(Data excerpts)
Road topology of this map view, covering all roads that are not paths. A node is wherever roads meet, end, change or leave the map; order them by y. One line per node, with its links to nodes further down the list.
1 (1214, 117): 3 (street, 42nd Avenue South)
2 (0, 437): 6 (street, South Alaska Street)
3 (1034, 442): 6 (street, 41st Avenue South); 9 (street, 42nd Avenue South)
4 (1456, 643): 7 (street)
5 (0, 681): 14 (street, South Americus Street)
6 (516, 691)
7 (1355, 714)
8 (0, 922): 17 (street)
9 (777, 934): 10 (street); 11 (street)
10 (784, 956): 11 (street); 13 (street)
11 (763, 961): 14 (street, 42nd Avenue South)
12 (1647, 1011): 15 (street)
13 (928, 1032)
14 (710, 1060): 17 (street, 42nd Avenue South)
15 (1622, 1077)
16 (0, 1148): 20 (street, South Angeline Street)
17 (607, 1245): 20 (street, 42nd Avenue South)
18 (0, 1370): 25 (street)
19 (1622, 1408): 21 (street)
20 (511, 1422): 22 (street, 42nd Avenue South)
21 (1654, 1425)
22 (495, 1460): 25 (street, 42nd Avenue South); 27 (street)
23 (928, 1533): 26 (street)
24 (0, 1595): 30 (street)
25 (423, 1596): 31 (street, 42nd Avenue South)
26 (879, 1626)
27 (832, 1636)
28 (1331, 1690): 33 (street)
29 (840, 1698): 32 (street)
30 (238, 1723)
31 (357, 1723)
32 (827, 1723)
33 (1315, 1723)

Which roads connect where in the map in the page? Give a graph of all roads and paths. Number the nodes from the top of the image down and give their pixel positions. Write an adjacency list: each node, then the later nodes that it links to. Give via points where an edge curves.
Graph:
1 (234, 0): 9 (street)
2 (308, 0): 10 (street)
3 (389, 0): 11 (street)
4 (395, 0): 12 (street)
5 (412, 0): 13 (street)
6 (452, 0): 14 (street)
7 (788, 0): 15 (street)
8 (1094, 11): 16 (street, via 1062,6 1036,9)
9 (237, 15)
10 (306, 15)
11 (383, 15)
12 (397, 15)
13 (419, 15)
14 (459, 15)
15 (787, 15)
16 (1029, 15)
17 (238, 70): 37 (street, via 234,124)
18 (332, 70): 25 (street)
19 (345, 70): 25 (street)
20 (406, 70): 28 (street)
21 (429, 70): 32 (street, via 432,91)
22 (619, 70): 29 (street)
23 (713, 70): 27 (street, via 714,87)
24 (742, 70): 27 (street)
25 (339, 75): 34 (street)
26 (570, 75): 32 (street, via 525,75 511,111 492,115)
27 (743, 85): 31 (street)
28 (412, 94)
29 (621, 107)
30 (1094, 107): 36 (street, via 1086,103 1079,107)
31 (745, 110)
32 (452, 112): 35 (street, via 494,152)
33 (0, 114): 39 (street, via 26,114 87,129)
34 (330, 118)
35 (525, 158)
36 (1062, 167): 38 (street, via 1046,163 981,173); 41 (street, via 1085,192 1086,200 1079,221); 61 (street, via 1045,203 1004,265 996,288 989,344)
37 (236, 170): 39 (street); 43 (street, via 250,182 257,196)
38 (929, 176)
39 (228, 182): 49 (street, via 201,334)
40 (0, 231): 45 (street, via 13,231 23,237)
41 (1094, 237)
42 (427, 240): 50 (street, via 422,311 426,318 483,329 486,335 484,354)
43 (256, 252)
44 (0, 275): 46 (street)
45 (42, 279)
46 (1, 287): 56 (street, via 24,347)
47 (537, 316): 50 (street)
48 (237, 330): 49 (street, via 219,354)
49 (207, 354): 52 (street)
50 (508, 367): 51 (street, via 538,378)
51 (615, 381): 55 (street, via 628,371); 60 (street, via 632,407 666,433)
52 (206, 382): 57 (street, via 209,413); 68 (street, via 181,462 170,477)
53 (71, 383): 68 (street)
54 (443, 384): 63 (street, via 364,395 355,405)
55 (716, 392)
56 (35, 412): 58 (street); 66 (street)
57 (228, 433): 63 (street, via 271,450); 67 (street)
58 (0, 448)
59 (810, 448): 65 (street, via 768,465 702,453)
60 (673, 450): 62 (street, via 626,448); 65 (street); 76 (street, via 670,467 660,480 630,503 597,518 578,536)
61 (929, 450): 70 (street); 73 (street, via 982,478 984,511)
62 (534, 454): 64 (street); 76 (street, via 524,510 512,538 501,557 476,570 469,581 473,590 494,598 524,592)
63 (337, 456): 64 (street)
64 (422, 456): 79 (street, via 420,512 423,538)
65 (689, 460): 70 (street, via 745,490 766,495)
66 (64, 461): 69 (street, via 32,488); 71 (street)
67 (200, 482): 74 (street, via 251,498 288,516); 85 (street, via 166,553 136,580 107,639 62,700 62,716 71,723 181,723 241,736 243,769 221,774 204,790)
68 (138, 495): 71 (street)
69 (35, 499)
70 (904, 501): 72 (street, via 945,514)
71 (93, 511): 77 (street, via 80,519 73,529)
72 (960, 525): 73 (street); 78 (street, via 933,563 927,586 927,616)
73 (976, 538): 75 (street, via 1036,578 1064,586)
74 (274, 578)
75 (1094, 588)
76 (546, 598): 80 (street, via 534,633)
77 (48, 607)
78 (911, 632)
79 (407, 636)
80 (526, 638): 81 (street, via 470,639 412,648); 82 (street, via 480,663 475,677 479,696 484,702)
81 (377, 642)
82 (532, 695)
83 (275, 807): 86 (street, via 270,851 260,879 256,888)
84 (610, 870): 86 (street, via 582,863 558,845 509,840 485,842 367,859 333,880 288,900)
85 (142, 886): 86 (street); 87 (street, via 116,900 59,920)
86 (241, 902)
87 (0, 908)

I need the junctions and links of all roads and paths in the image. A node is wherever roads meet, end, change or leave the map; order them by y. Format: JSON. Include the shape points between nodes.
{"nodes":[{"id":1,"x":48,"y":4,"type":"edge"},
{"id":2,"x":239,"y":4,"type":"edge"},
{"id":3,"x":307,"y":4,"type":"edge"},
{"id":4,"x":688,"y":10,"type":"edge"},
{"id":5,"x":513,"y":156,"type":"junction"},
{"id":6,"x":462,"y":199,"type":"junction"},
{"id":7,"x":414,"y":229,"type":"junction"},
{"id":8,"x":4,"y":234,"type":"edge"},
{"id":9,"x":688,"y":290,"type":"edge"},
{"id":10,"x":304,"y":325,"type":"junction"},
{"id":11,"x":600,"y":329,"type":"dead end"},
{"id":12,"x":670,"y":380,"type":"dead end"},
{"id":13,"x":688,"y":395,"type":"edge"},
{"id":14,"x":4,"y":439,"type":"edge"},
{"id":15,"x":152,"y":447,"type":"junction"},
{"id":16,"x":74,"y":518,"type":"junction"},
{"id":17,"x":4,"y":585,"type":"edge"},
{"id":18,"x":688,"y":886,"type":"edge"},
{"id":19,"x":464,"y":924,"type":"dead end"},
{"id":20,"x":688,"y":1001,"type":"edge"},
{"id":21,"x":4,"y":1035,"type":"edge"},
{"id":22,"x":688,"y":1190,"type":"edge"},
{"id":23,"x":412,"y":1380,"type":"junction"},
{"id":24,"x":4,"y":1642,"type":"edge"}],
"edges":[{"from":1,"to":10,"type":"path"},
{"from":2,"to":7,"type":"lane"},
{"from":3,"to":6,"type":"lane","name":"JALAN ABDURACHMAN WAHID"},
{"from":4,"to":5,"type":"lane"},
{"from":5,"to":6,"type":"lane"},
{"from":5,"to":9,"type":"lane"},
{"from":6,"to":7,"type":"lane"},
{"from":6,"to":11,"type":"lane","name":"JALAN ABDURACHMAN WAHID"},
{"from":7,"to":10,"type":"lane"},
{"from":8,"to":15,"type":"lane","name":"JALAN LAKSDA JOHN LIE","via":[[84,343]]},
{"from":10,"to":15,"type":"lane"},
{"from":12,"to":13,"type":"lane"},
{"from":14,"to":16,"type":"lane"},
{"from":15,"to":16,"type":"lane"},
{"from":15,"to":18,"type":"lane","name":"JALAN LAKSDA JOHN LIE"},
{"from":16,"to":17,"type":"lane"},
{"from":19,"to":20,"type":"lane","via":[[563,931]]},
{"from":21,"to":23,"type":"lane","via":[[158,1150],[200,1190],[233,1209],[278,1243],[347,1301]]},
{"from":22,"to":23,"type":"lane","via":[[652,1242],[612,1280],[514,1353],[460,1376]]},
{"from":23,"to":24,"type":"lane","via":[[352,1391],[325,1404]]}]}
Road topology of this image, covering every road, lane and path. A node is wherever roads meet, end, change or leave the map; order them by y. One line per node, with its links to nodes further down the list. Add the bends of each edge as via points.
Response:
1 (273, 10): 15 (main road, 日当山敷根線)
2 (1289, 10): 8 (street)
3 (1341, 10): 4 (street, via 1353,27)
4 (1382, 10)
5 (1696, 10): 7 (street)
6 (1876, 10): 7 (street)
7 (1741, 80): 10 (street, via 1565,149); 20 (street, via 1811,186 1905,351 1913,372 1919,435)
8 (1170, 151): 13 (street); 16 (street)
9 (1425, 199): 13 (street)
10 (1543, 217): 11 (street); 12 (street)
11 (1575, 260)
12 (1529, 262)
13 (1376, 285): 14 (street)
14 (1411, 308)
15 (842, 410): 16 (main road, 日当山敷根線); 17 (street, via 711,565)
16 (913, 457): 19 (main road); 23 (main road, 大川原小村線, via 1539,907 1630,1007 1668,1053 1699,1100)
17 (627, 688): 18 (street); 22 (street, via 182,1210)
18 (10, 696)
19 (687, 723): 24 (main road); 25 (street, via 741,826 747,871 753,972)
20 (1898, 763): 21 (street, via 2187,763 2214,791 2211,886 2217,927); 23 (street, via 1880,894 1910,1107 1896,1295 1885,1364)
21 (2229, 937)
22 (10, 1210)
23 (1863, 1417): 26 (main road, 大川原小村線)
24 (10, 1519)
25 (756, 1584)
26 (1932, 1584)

What the exercise asks: The answer should be an exact copy of the lines from the first line of the data through the line with "Which roads connect" and should contain nothing else.

Answer space:
Road topology of this map view, covering all roads that are not paths. A node is wherever roads meet, end, change or leave the map; order them by y. One line per node, with its links to nodes further down the list.
1 (1214, 117): 3 (street, 42nd Avenue South)
2 (0, 437): 6 (street, South Alaska Street)
3 (1034, 442): 6 (street, 41st Avenue South); 9 (street, 42nd Avenue South)
4 (1456, 643): 7 (street)
5 (0, 681): 14 (street, South Americus Street)
6 (516, 691)
7 (1355, 714)
8 (0, 922): 17 (street)
9 (777, 934): 10 (street); 11 (street)
10 (784, 956): 11 (street); 13 (street)
11 (763, 961): 14 (street, 42nd Avenue South)
12 (1647, 1011): 15 (street)
13 (928, 1032)
14 (710, 1060): 17 (street, 42nd Avenue South)
15 (1622, 1077)
16 (0, 1148): 20 (street, South Angeline Street)
17 (607, 1245): 20 (street, 42nd Avenue South)
18 (0, 1370): 25 (street)
19 (1622, 1408): 21 (street)
20 (511, 1422): 22 (street, 42nd Avenue South)
21 (1654, 1425)
22 (495, 1460): 25 (street, 42nd Avenue South); 27 (street)
23 (928, 1533): 26 (street)
24 (0, 1595): 30 (street)
25 (423, 1596): 31 (street, 42nd Avenue South)
26 (879, 1626)
27 (832, 1636)
28 (1331, 1690): 33 (street)
29 (840, 1698): 32 (street)
30 (238, 1723)
31 (357, 1723)
32 (827, 1723)
33 (1315, 1723)

Which roads connect where in the map in the page? Give a graph of all roads and paths. Number the nodes from the top of the image down and give their pixel positions. Write an adjacency list: each node, then the later nodes that it links to. Give via points where an edge curves.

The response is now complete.